● **WORK INSTRUCTIONS**:
Print the listing exactly as it stands, and skip any pictures in it.

● **SOURCE MATERIAL**:
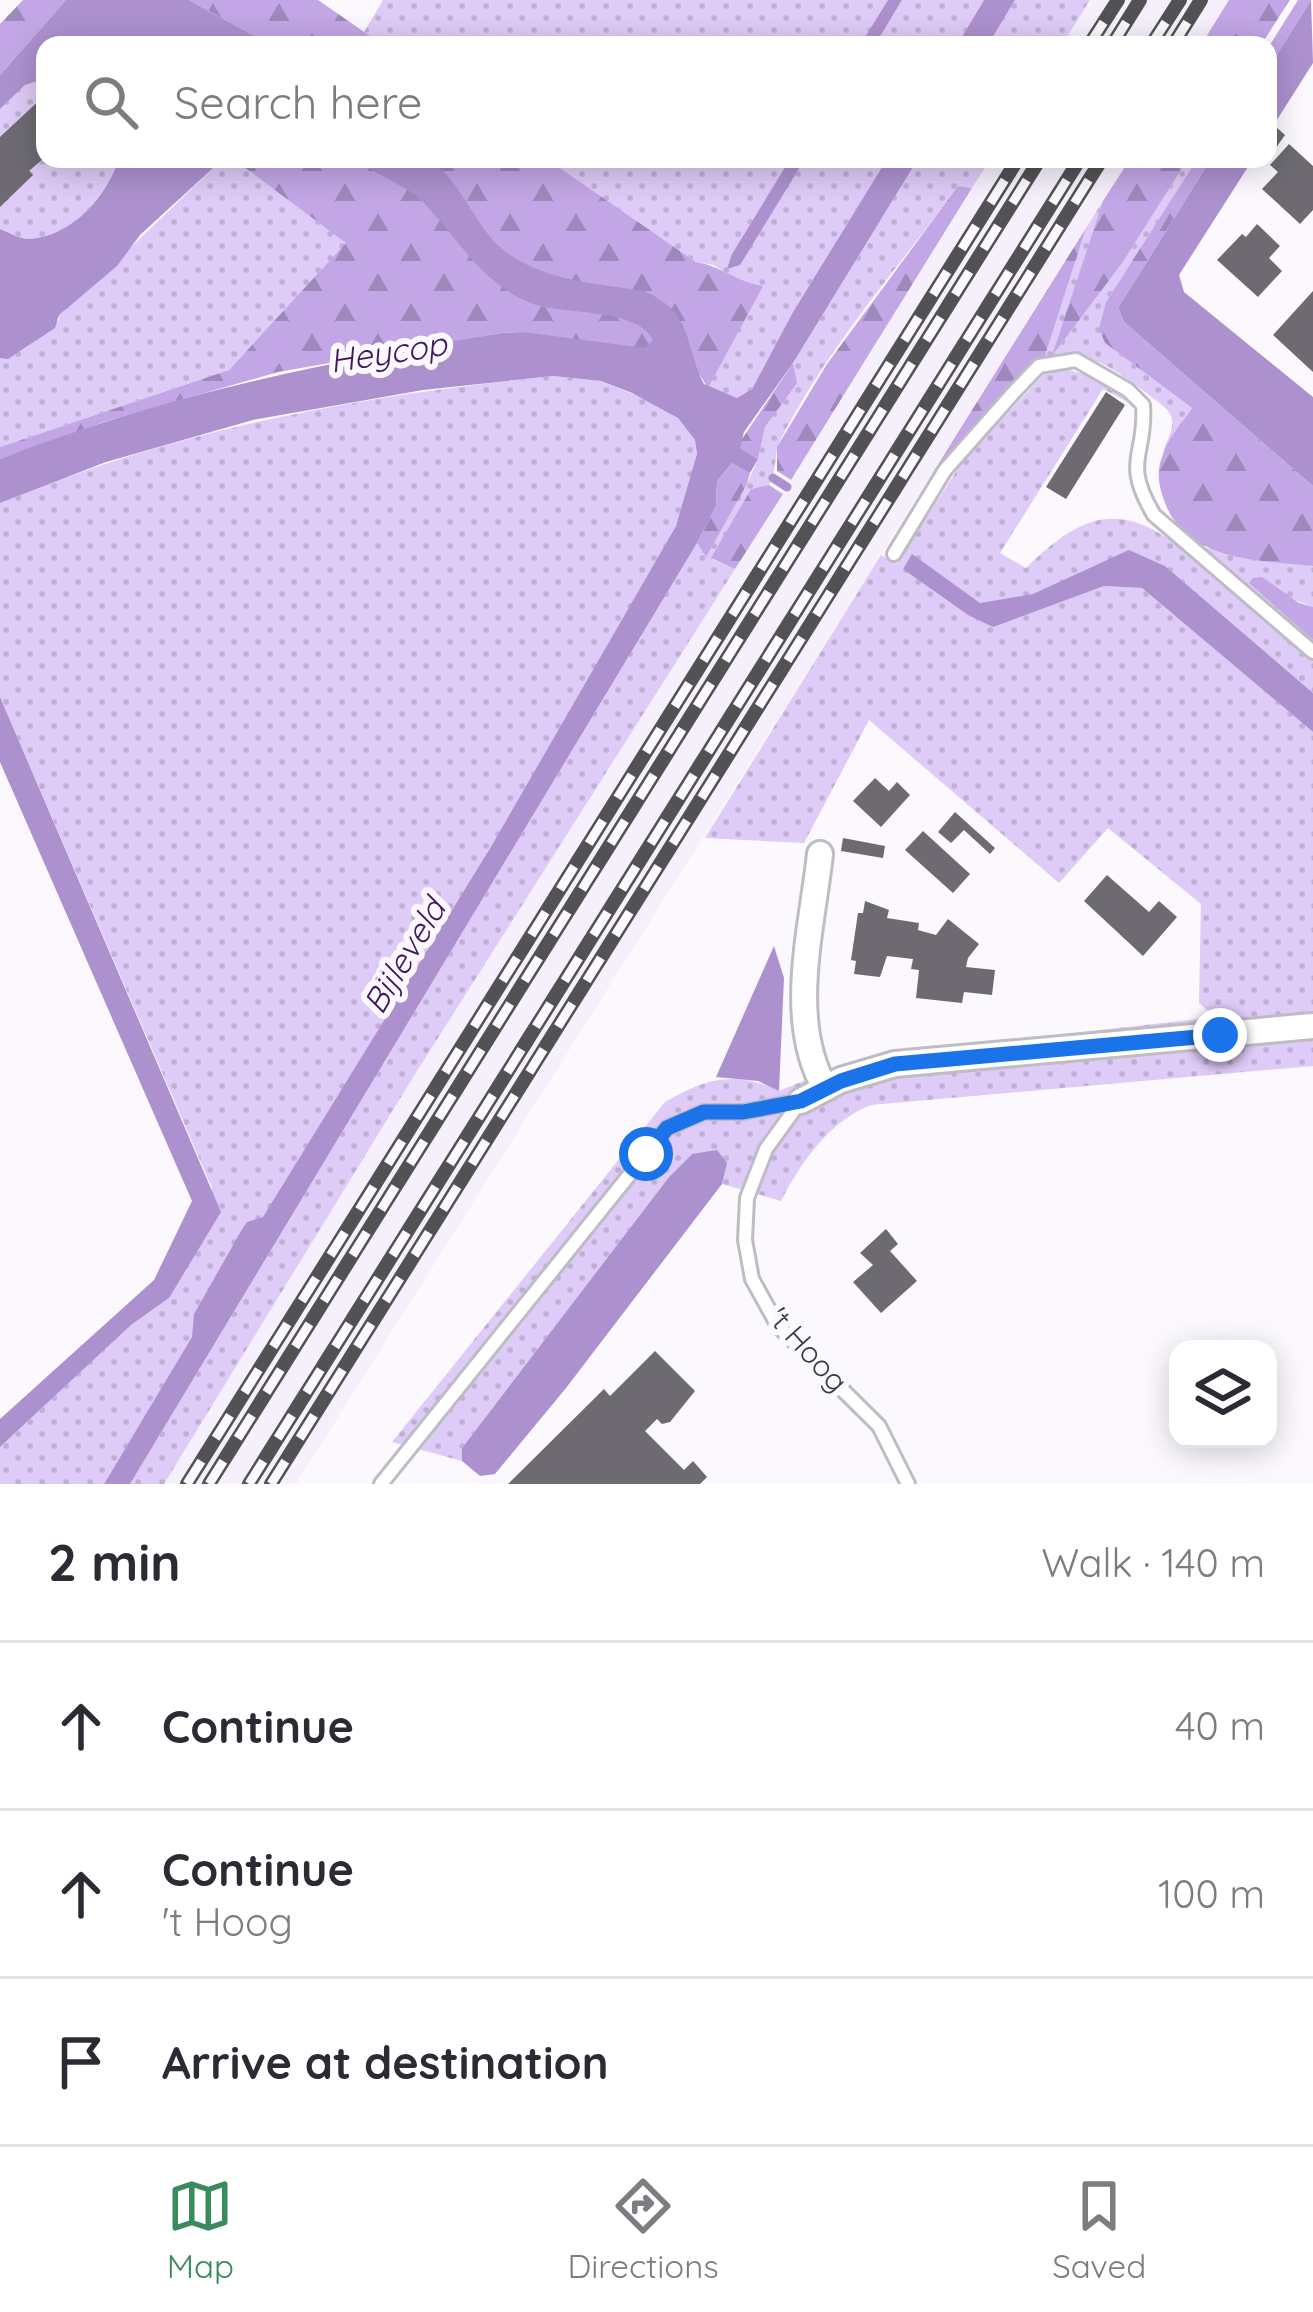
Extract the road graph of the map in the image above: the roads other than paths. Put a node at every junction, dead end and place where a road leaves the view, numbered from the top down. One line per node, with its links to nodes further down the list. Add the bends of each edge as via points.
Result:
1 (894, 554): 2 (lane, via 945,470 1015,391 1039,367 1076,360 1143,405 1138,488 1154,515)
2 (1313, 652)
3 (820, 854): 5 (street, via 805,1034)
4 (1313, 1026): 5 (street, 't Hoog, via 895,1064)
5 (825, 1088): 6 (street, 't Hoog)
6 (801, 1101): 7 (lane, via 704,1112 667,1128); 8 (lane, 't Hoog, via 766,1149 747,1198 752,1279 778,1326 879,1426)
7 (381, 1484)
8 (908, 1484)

● **SOLVED EXERCISE**:
Extract the road graph of the map in the image above: the roads other than paths. Put a node at every junction, dead end and place where a road leaves the view, numbered from the top down. One line per node, with its links to nodes further down the list. Add the bends of each edge as via points.
Result:
1 (894, 554): 2 (lane, via 945,470 1015,391 1039,367 1076,360 1143,405 1138,488 1154,515)
2 (1313, 652)
3 (820, 854): 5 (street, via 805,1034)
4 (1313, 1026): 5 (street, 't Hoog, via 895,1064)
5 (825, 1088): 6 (street, 't Hoog)
6 (801, 1101): 7 (lane, via 704,1112 667,1128); 8 (lane, 't Hoog, via 766,1149 747,1198 752,1279 778,1326 879,1426)
7 (381, 1484)
8 (908, 1484)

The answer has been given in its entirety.